## Exercise details
Could you set down, exactly as they stand, only the lines from the one containing "thumb mcp: (492, 249)" through the end of the listing?

## Data for this exercise
★ ★ ★
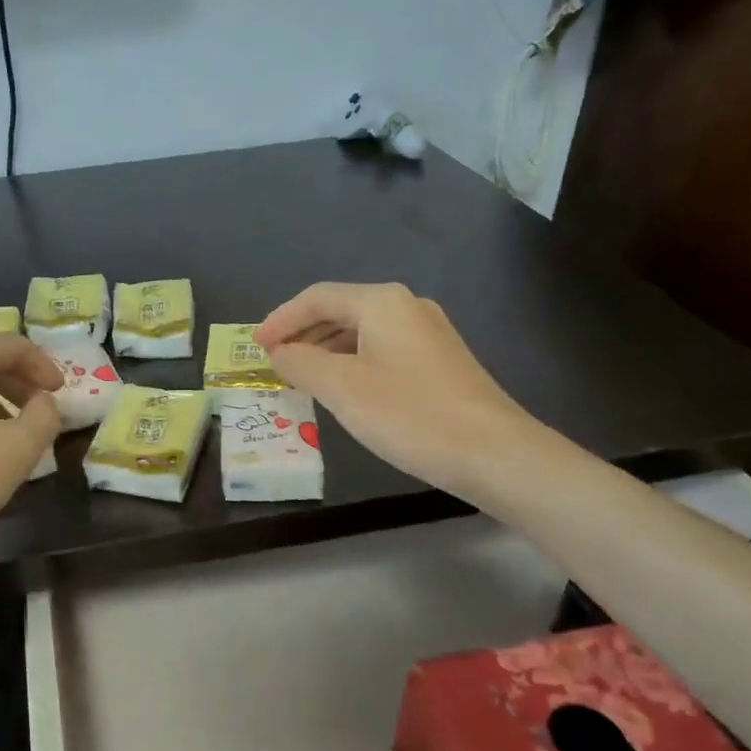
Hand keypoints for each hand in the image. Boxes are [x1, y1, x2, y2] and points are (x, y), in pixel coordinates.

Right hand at [255, 282, 534, 499]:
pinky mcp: (440, 361)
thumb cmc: (409, 414)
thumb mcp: (342, 388)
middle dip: (303, 333)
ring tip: (301, 377)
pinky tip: (344, 389)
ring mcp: (428, 333)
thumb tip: (279, 351)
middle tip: (274, 361)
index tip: (256, 346)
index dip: (281, 319)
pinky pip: (382, 350)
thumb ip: (301, 363)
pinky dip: (352, 362)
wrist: (494, 452)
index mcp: (382, 303)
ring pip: (362, 332)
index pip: (317, 298)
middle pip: (341, 310)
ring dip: (326, 350)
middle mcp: (407, 307)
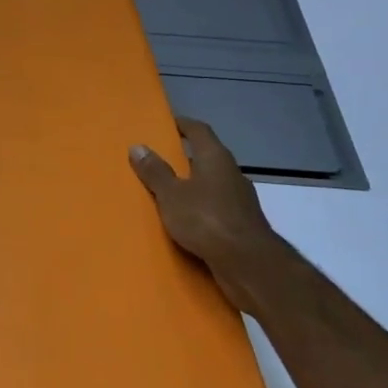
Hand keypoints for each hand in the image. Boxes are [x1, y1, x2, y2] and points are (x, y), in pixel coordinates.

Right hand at [130, 117, 280, 305]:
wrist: (249, 264)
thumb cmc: (206, 219)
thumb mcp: (171, 195)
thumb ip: (155, 172)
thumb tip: (138, 146)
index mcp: (215, 158)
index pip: (199, 131)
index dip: (183, 124)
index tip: (167, 123)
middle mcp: (232, 173)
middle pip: (207, 157)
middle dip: (185, 158)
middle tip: (160, 160)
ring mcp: (241, 200)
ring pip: (213, 185)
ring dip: (194, 186)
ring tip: (169, 193)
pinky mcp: (243, 225)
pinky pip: (217, 208)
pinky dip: (202, 209)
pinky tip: (187, 222)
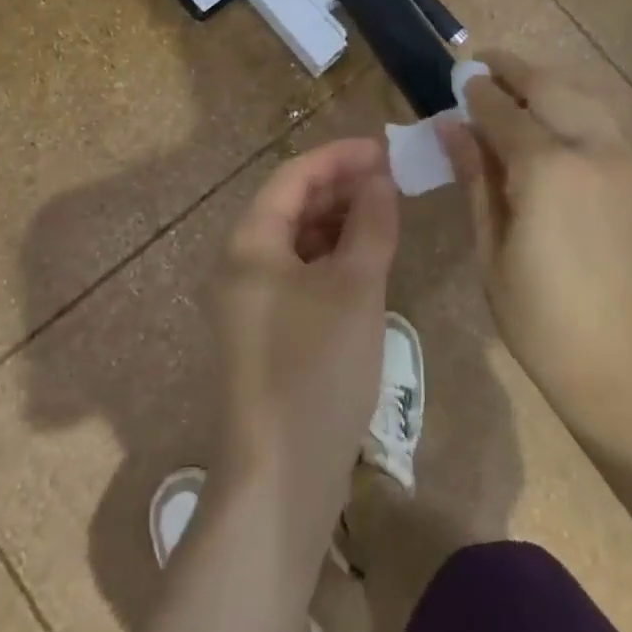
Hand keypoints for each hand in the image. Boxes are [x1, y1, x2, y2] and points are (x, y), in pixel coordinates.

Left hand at [208, 138, 400, 540]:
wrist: (279, 481)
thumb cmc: (316, 369)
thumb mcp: (356, 288)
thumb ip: (370, 224)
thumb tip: (380, 181)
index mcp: (250, 243)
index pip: (294, 176)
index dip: (339, 157)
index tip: (384, 150)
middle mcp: (241, 264)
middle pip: (292, 204)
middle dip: (340, 187)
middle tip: (390, 181)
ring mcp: (250, 301)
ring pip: (297, 240)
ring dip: (338, 222)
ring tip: (384, 215)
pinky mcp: (266, 333)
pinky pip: (299, 274)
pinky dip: (331, 258)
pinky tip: (364, 262)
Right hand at [438, 52, 631, 455]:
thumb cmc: (543, 319)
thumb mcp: (492, 249)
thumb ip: (474, 178)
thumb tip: (450, 126)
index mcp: (547, 169)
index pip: (503, 111)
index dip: (476, 92)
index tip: (457, 78)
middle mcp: (590, 149)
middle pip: (548, 88)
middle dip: (513, 70)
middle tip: (483, 64)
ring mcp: (624, 160)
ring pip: (583, 96)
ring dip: (547, 81)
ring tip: (517, 84)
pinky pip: (603, 120)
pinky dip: (575, 104)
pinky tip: (556, 119)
★ ★ ★
## Solution to the problem
thumb mcp: (492, 249)
thumb ip: (474, 178)
thumb tip: (450, 126)
index mcp: (547, 169)
index pip: (503, 111)
index dip: (476, 92)
index tip: (457, 78)
middle mcp: (590, 149)
middle pip: (548, 88)
middle dip: (513, 70)
middle tip: (483, 64)
ring mcp: (624, 160)
ring pip: (583, 96)
ring dip: (547, 81)
ring tip: (517, 84)
pinky pip: (603, 120)
pinky dip: (575, 104)
pinky tip: (556, 119)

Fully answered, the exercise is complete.